Entonces el Dios de la Guerra le habló:
-¡Ataca por el flanco y debilítalo!
Y así lo hizo…
- ¡Jaque!
¡Aquello era imposible, no se lo podía creer, le estaba ganando! Ahora quien le habló fue el Dios de la Técnica:
- Técnicamente la única opción es enrocar el rey.
Y así lo hizo…
- ¡Jaque!
Estaba totalmente desconcertado, ¿a quien podía recurrir? Entonces reparó en el Dios de la Sabiduría que había estado callado durante toda la partida.
- ¿Que puedo hacer?
- ¿Por qué no se lo preguntas a él? - contestó señalando al Dios de la intuición.
- Porque es mi contrincante y muy joven por cierto.
- Solo él sabe la respuesta, a veces la solución se halla en quien consideramos nuestro enemigo o demasiado joven, quizás es porque la edad nos hace perder el instinto.

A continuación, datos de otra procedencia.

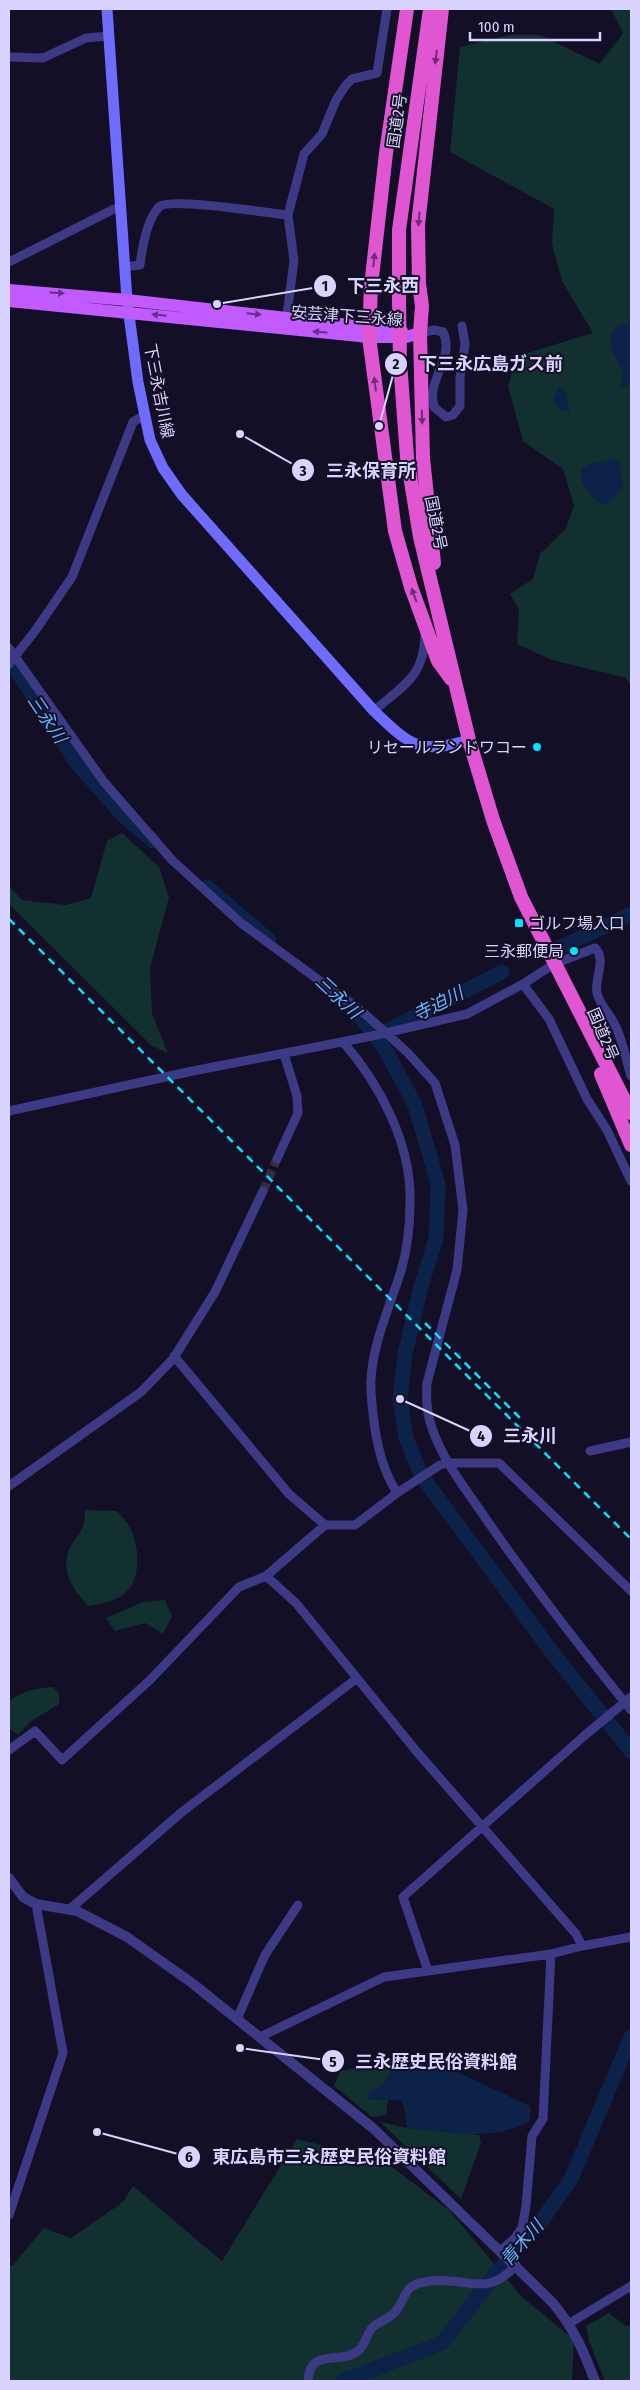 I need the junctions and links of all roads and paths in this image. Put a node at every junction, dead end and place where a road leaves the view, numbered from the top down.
1 (107, 9) edge
2 (387, 9) edge
3 (407, 9) edge
4 (430, 9) edge
5 (442, 9) edge
6 (109, 36) junction
7 (9, 57) edge
8 (121, 208) junction
9 (288, 216) junction
10 (9, 262) edge
11 (124, 266) junction
12 (9, 290) edge
13 (9, 301) edge
14 (128, 306) junction
15 (286, 323) junction
16 (462, 326) dead end
17 (369, 332) junction
18 (420, 333) junction
19 (146, 415) junction
20 (436, 604) junction
21 (425, 626) junction
22 (9, 648) edge
23 (12, 660) edge
24 (456, 686) junction
25 (374, 711) junction
26 (469, 740) junction
27 (554, 964) junction
28 (523, 984) junction
29 (384, 1034) junction
30 (343, 1042) junction
31 (284, 1054) junction
32 (631, 1076) edge
33 (9, 1111) edge
34 (631, 1113) edge
35 (631, 1145) edge
36 (277, 1160) tunnel mouth
37 (631, 1181) edge
38 (263, 1191) tunnel mouth
39 (174, 1356) junction
40 (631, 1442) edge
41 (590, 1451) dead end
42 (444, 1464) junction
43 (9, 1486) edge
44 (400, 1491) junction
45 (324, 1525) junction
46 (266, 1576) junction
47 (631, 1591) edge
48 (356, 1679) junction
49 (626, 1702) edge
50 (631, 1710) edge
51 (9, 1750) edge
52 (482, 1827) junction
53 (9, 1878) edge
54 (36, 1904) junction
55 (298, 1905) dead end
56 (70, 1909) junction
57 (631, 1937) edge
58 (582, 1946) junction
59 (551, 1954) junction
60 (428, 1971) junction
61 (237, 2019) junction
62 (260, 2037) junction
63 (9, 2215) edge
64 (503, 2253) junction
65 (516, 2265) junction
66 (631, 2286) edge
67 (570, 2323) junction
68 (308, 2381) edge
69 (595, 2381) edge

1 - 6 main road, 下三永吉川線
2 - 9 street
17 -> 3 highway
4 - 20 highway, 国道2号, bridge
5 -> 18 highway
6 - 7 street
6 - 8 main road, 下三永吉川線
8 - 10 street
8 - 11 main road, 下三永吉川線
9 - 11 street
9 - 15 street
11 - 14 main road, 下三永吉川線
12 -> 14 main road, 安芸津下三永線
13 - 14 main road, 安芸津下三永線
14 - 15 main road, 安芸津下三永線
14 - 19 main road, 下三永吉川線
15 - 17 main road, 安芸津下三永線
16 - 18 street
17 - 18 main road, 安芸津下三永線
21 -> 17 highway
18 -> 20 highway
19 - 23 street
19 - 25 main road, 下三永吉川線
20 - 24 highway, 国道2号
21 - 24 highway
21 - 25 street
22 - 23 street
23 - 29 street
24 - 26 highway, 国道2号
25 - 26 main road, 下三永吉川線
26 - 27 highway, 国道2号
27 - 28 street
27 - 32 street
27 - 34 highway, 国道2号
27 - 35 highway, 国道2号
28 - 29 street
28 - 37 street
29 - 30 street
29 - 42 street
30 - 31 street
30 - 44 street
31 - 33 street
31 - 36 street
38 - 39 street
39 - 43 street
39 - 45 street
40 - 41 street
42 - 44 street
42 - 47 street
42 - 49 street
44 - 45 street
45 - 46 street
46 - 48 street
46 - 51 street
48 - 52 street
48 - 56 street
49 - 50 street
49 - 52 street
52 - 58 street
52 - 60 street
53 - 54 street
54 - 56 street
54 - 63 street
55 - 61 street
56 - 61 street
57 - 58 street
58 - 59 street
59 - 60 street
59 - 64 street
60 - 62 street
61 - 62 street
62 - 64 street
64 - 65 street
65 - 67 street
65 - 68 street
66 - 67 street
67 - 69 street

Y le pregunto, buscó la solución en él, el Dios mirándole a los ojos le contestó:
- Cuando sepas leer en los ojos de los demás desde tu corazón, entonces encontrarás la solución.
Su mente científica razonó con la frase, buscó su lógica, la desmembró palabra por palabra y no la comprendía.

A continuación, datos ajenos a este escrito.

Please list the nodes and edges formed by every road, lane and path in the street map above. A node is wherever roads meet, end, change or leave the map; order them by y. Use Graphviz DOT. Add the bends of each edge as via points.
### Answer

-¡No entiendo lo que quieres decir!
- No busques entender, simplemente escucha a tu corazón.
- El corazón no habla, solo es un músculo.
El Dios de la sabiduría habló:
- Existe en la tierra de la que cuidamos una raza, que cree que los animales son nuestra encarnación en la tierra y quizás sea así, ellos piensan que el ser humano ha perdido la capacidad de escuchar a su animal totémico, es decir, la capacidad de escuchar a su espíritu…
- ¡Esas son tonterías! - dijo interrumpiéndole - no tiene lógica y no está demostrado científicamente.
-¡Estamos de acuerdo! - afirmaron el Dios de la Técnica, el de la Política y el de la Guerra a la vez.
El Dios de la Sabiduría le miró con ojos tristes y añadió:
- ¡Nunca cambiareis! os creéis por encima de todo y la única forma de aprender es situarse debajo de todo, como el valle que recibe los torrentes de las montañas por situarse precisamente debajo de ellas.
- Si, todo esto es muy bonito, pero no me ayudará a ganar la partida.
- Si tanto buscas ganar, entonces ya has perdido.
- Eso habrá que verlo, todavía no he dicho mi última palabra.
- ¡JAQUE MATE! - dijo el Dios de la Intuición con una pícara sonrisa…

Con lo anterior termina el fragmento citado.